====== DATA EXTRACT

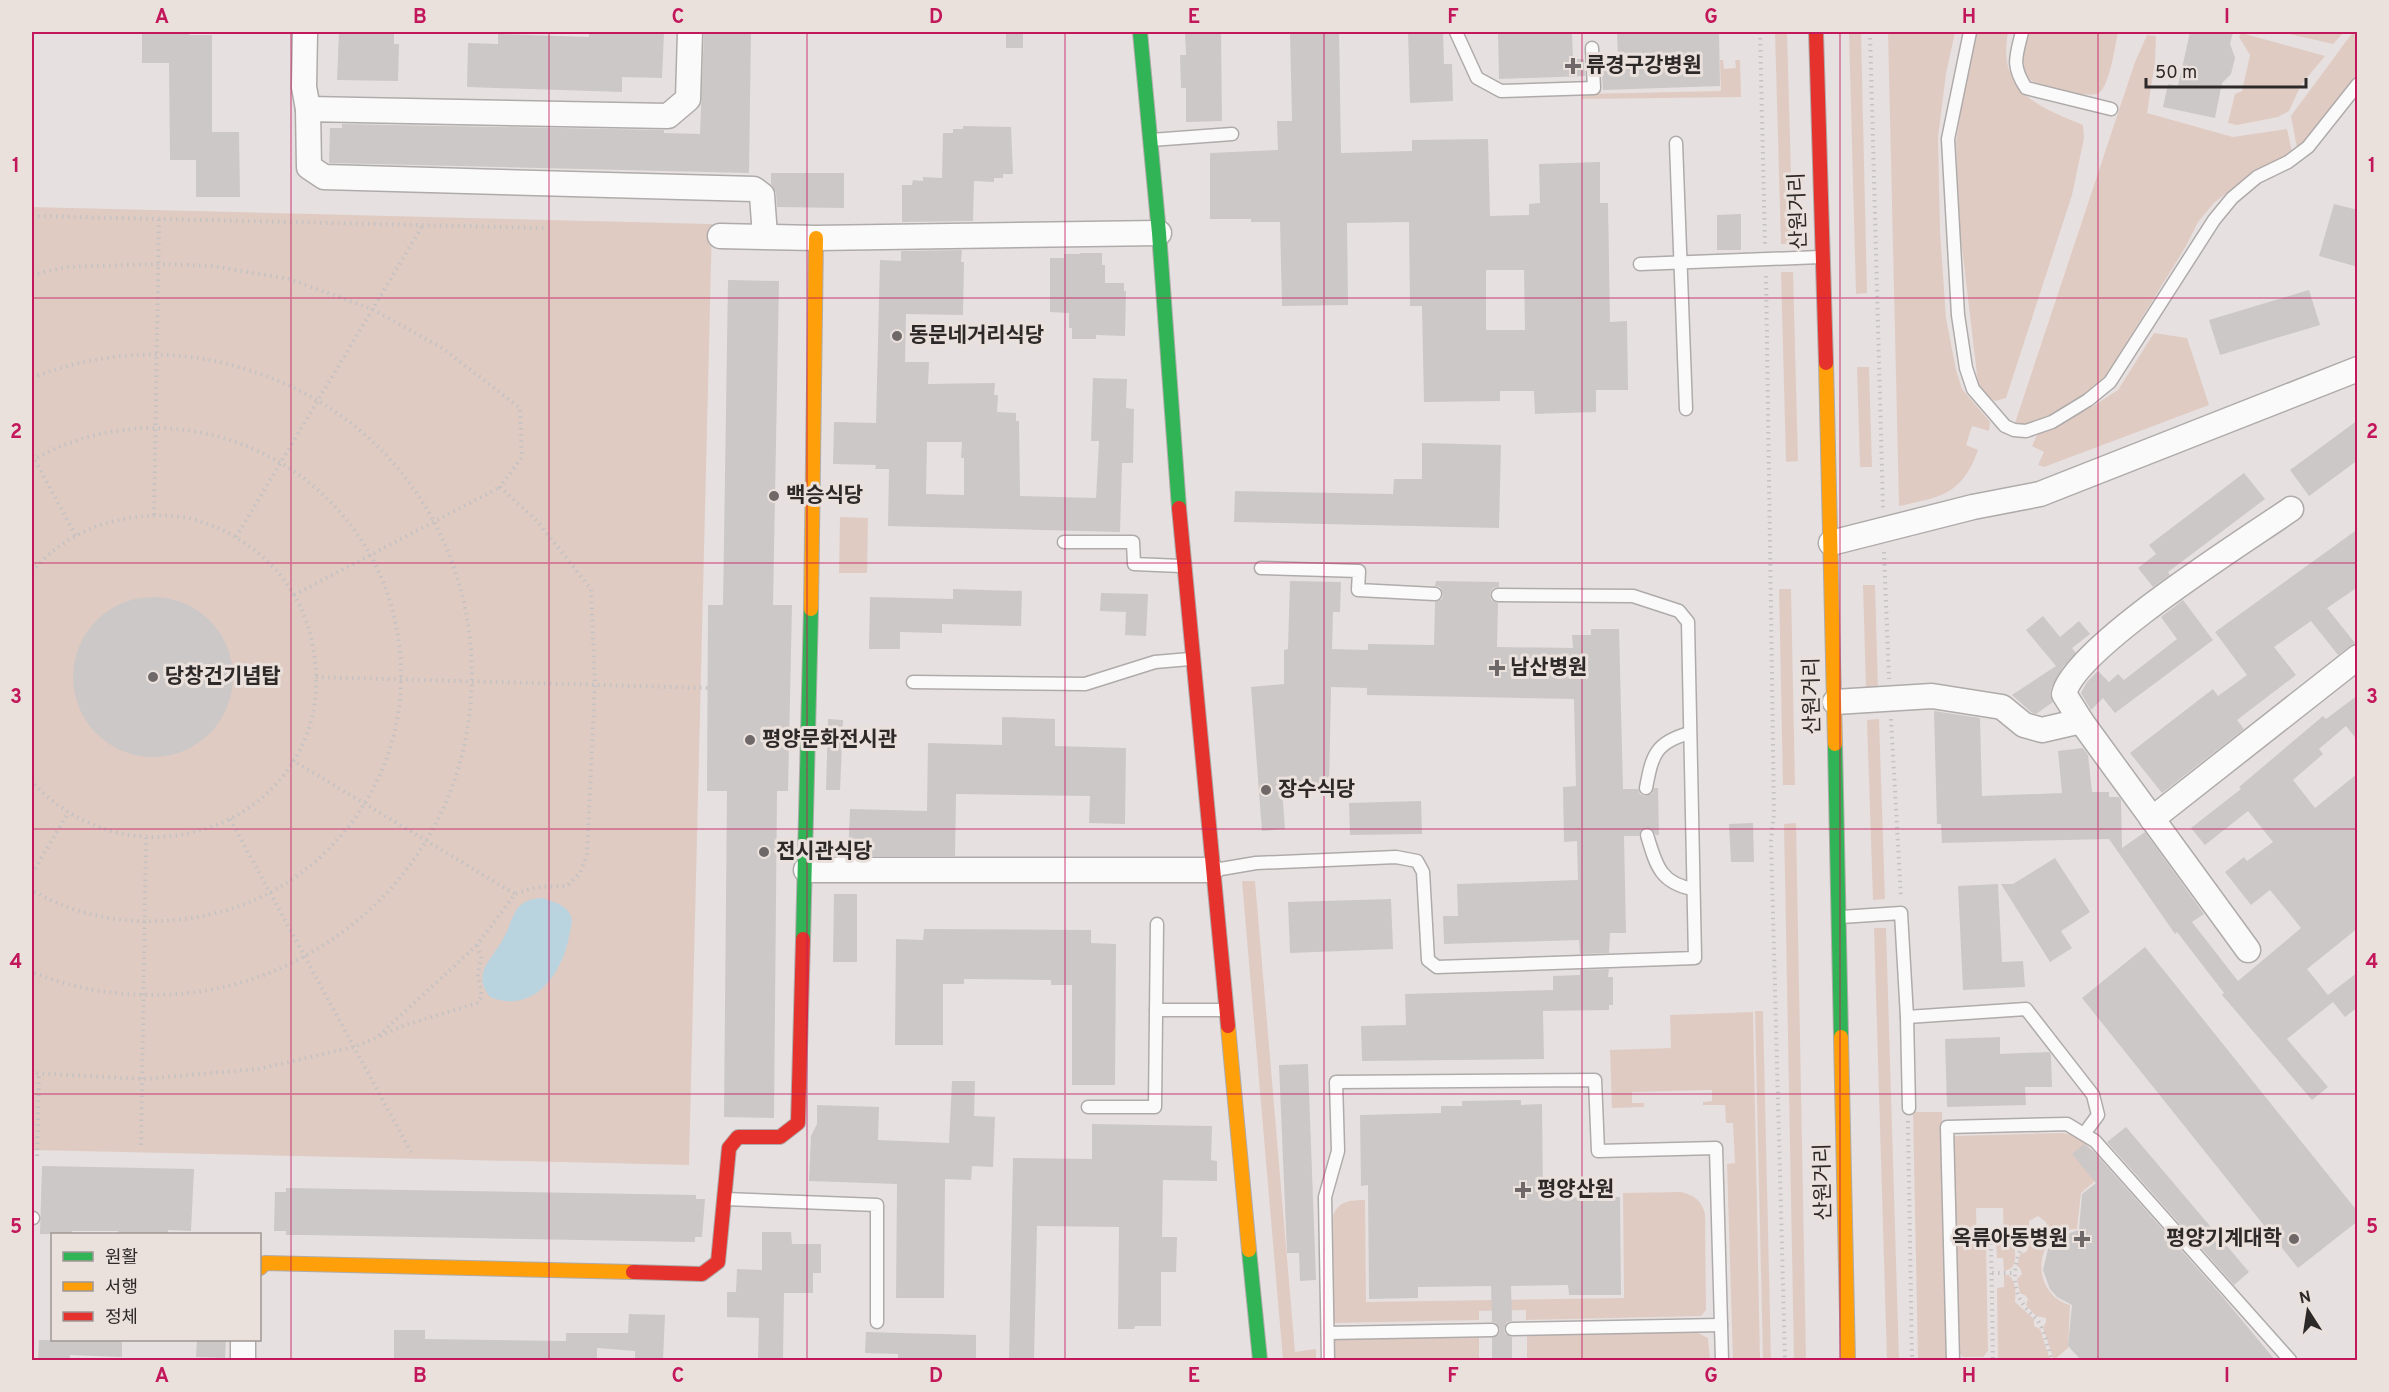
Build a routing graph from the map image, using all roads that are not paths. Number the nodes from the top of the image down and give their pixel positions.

============
====== DATA EXTRACT

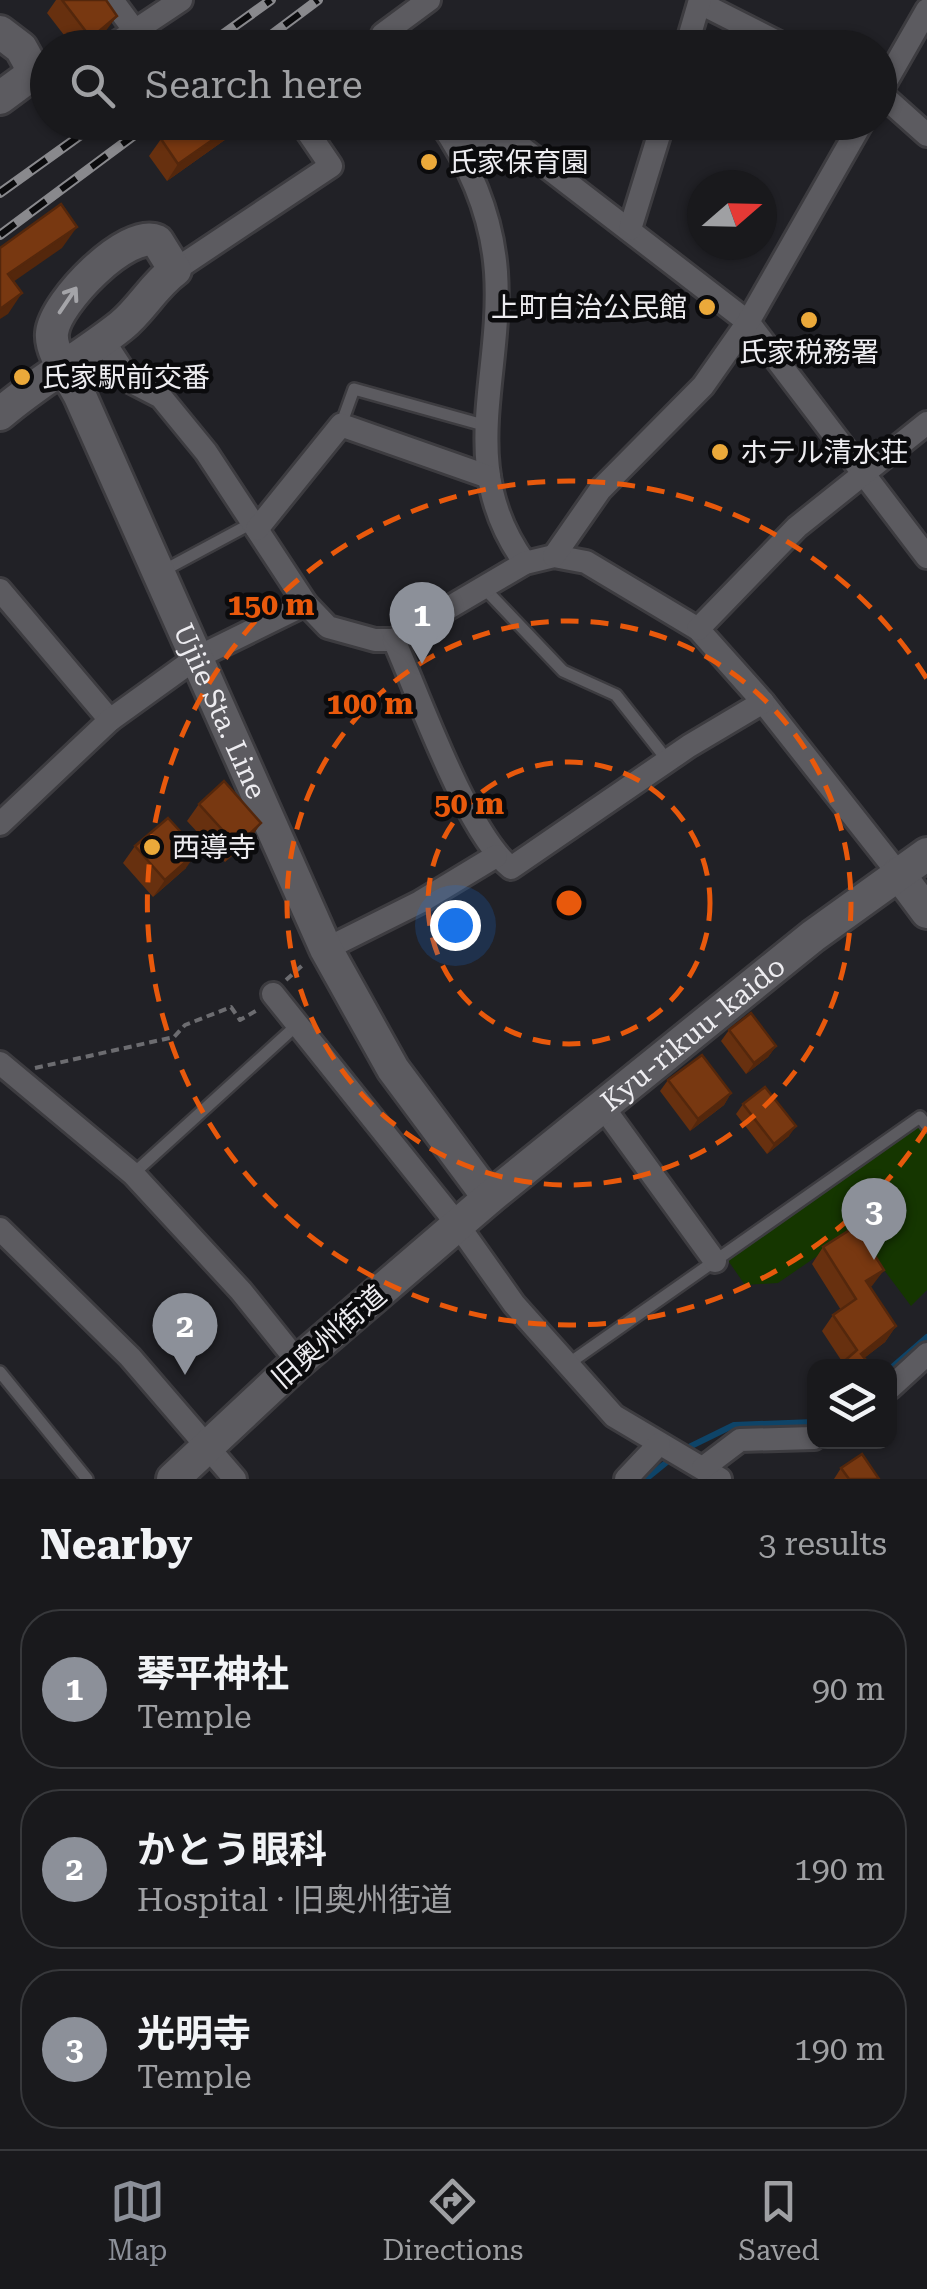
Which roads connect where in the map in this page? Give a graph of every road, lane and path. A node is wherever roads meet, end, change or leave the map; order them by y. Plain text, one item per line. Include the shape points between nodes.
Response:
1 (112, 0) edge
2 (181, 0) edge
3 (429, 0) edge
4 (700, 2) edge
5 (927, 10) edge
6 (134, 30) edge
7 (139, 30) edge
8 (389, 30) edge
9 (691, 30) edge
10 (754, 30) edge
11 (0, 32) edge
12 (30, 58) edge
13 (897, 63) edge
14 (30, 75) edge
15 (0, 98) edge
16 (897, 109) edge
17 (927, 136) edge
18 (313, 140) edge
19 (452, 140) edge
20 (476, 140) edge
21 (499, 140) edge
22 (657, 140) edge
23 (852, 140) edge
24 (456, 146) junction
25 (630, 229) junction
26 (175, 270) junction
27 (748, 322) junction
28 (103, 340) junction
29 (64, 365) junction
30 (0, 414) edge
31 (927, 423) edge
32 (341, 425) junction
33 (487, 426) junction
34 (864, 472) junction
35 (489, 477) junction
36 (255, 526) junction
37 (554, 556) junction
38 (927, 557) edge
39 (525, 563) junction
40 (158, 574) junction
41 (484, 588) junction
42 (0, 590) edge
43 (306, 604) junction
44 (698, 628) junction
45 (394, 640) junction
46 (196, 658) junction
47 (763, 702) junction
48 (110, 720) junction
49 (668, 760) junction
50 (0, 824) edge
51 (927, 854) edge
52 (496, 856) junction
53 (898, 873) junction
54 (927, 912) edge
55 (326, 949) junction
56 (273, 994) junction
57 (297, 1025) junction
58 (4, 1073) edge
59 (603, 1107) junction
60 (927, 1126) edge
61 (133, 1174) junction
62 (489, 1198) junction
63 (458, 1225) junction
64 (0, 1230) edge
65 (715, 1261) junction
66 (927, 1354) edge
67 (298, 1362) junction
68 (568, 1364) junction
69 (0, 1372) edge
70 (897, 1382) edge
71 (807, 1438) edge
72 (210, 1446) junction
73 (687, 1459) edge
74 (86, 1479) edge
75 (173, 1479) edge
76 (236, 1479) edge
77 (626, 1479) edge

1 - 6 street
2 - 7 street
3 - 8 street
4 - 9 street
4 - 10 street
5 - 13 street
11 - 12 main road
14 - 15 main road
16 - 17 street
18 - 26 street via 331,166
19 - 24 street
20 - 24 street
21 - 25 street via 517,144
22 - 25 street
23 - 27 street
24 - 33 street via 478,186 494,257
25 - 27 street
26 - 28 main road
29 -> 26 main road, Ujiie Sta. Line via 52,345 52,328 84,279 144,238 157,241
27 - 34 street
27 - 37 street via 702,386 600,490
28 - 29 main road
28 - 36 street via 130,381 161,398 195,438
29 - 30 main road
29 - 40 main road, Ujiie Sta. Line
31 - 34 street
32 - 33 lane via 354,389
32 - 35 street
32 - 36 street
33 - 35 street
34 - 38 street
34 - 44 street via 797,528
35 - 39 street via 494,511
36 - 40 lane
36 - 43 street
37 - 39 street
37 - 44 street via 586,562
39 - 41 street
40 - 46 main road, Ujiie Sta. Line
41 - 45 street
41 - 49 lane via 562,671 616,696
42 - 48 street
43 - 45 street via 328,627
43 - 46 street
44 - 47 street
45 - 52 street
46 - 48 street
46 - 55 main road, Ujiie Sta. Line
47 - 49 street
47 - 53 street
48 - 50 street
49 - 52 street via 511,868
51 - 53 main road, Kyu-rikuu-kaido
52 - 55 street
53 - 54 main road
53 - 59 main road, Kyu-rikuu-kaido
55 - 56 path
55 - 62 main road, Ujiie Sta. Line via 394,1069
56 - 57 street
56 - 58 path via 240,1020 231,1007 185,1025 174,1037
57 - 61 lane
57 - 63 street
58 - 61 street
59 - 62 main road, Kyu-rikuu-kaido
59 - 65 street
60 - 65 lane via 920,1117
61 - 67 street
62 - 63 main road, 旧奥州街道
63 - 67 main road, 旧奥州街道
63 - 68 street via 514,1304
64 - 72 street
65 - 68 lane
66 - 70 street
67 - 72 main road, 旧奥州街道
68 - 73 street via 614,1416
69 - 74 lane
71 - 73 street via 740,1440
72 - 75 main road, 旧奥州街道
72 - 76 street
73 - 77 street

============

Across the records above, tally the lines that contain "roads" and give the result as a number alone.

EXERCISE SOLUTION
2